Lo más interesante de la hipótesis es, que a manera de una hipótesis científica, cosa no ajena al autor, es una propuesta basada en investigación histórica documental y en análisis intuitivo y racional. Veamos… Una hipótesis se elabora en base a sospechas observacionales; el análisis de los hechos, en caso de una cuestión histórica, y el cotejo de las pruebas existentes. El autor hace galas de sus conocimientos de la historia colonial y de España, y nos pasea por lugares, acontecimientos y por las vidas de personajes reales, entrelazados en unas secuencias de una apasionante ficción lógica y verosímil… Para demostrar su novedosa e impactante teoría.

No son pocos los enigmas y misterios que de manera ambiciosa, mas no pretenciosa, el autor se atreve a descifrar: aborda sin desenfadado el polémico tema de los genuinos restos del gran Almirante Don Cristóbal Colón.
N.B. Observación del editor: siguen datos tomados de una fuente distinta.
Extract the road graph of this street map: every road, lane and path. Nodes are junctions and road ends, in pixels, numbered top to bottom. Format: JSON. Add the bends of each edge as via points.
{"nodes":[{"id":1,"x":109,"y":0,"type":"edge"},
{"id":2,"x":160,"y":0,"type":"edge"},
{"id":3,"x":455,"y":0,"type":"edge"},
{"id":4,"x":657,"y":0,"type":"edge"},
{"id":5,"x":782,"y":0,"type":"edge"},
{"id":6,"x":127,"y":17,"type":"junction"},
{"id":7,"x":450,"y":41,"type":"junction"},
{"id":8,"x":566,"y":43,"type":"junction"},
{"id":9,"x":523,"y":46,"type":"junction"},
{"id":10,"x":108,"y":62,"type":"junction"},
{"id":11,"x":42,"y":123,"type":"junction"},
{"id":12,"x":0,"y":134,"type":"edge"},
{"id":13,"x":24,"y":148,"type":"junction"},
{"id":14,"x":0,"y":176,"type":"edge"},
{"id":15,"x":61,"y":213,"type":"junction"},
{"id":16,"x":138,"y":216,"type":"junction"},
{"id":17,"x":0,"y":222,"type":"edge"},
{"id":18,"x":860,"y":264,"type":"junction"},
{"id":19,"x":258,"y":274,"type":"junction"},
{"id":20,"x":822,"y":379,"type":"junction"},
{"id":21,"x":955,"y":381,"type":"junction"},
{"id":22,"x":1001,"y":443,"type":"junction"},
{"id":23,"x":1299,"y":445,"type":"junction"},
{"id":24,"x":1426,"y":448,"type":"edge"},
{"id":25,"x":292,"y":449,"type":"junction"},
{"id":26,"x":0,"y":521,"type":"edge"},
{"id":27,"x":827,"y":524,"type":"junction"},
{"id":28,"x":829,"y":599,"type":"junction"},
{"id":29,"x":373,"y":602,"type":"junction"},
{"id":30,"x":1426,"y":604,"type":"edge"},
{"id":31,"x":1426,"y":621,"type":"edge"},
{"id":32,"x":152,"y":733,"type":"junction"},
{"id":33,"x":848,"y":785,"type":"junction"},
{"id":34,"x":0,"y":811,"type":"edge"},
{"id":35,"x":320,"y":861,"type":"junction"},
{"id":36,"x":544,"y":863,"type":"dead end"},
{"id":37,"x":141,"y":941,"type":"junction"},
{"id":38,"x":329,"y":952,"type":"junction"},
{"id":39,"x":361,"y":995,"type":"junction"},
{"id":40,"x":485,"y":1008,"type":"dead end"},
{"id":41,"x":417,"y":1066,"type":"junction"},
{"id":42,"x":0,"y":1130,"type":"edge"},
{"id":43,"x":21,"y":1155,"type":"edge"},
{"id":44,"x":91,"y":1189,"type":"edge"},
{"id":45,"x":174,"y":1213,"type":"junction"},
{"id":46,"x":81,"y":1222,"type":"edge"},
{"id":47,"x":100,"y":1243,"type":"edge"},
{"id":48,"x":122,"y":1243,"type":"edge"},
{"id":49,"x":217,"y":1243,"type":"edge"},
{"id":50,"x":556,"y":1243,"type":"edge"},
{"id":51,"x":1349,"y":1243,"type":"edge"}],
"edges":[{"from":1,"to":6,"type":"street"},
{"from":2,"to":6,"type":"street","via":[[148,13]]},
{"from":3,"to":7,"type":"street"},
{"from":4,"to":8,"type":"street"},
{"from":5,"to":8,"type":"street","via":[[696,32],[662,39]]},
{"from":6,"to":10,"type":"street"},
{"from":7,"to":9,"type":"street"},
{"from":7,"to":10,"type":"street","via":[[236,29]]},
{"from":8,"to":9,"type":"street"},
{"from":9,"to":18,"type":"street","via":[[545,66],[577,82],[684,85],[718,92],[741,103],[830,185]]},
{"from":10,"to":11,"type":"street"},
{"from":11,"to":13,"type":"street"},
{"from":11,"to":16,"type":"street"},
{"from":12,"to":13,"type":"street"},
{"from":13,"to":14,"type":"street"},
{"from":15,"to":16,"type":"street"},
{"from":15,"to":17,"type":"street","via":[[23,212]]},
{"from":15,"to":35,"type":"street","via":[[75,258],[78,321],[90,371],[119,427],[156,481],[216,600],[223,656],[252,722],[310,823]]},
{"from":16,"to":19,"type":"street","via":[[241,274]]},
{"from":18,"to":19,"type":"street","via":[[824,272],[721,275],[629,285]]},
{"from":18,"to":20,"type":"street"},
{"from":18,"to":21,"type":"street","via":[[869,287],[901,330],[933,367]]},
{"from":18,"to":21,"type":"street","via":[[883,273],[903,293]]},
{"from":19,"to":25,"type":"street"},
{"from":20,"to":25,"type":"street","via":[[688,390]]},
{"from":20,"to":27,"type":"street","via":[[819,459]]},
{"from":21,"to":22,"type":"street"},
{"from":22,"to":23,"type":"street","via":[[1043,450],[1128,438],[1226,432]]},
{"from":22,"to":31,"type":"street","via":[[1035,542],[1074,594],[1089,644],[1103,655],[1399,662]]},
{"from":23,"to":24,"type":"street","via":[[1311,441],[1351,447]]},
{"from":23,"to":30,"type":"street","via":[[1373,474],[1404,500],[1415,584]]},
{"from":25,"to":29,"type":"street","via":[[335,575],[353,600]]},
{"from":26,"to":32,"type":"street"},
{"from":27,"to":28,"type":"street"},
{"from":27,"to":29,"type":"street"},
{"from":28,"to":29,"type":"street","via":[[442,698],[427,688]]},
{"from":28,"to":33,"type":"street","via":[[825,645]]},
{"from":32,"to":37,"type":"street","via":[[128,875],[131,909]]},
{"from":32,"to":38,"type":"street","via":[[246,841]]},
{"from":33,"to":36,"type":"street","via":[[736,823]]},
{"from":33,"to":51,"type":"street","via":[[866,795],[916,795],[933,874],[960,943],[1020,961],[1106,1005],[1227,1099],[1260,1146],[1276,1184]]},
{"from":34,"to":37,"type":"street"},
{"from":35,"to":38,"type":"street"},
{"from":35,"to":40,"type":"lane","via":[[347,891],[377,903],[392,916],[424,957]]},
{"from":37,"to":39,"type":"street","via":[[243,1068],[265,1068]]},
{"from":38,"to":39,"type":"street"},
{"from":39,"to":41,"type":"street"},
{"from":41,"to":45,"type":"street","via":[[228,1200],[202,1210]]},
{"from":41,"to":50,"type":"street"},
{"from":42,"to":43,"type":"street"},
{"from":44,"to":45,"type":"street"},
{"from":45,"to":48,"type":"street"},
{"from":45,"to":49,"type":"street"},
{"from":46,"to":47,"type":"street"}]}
De forma detallada, y ficcionando, de manera responsable y osada, con personajes históricos reales, nos detalla sus razones, las cuales, si llamaran la atención a estudiosos y eruditos, aquellos conocedores de la Historia, atendiendo a los argumentos planteados aquí, podrían ser objeto de, al menos, un debate serio, sino una investigación científica de estirpe histórica e internacional.

(Para muestra, este botón: Pág 92- 93)

Por medio de dos personajes, uno principal, casi alter ego del autor, y otro episódico y muy secundario, hombre de ciencias, en la novela, Espaillat Cabral se explaya en analizarnos y esclarecernos, mediante datos históricos investigados, y, lo más importante, el análisis crítico pormenorizado que lo lleva a atar cabos, de manera lógica, racional e intuitiva, como antes dije, logrando tener una trama amena, muy interesante y de probables motivos de revisión y debate, hoy, de todo aquel pasado que nos habla, pero que no es tarea fácil interpretar.

El secreto del monje, que muy bien podría titularse los secretos del…,el autor no escatimó esfuerzos investigativos siendo la obra de un erudito hombre de ciencias, así en plural, conocedor de la Historia, con mayúscula, y, sobre todo, inquieto pensador que no conforme con observar la realidad y reflexionar sobre la misma, la registra con donaire y presteza, con excelente dominio de la lengua y el lenguaje, articulando una obra novelada o una novela histórica, que resiste el análisis histórico, científico y literario de la posteridad.

Por último, al trasladarnos a la corte de Felipe IV, el autor destaca la importancia sociopolítica de la obra teatral El burlador de Sevilla y convidado de piedra, de Tirso de Molina, que, de acuerdo a la situación social y política de la Corona, deviene en ser una denuncia de la situación imperante en la España de la época; por lo que Espaillat Cabral redimensiona la obra, más allá de lo artístico y teatral, y destaca su personaje principal, Don Juan Tenorio, como un símbolo para las Cortes españolas, para la sociedad española, para el mundo hispanohablante y a la vez universal, trascendiendo los tiempos, los mares y las naciones; de ahí que la obra de Tirso de Molina se eleva como un faro de luz crítico contra los desmanes del placer y del abuso la indolencia, la indiferencia de los sujetos ligados a la alta sociedad y al poder.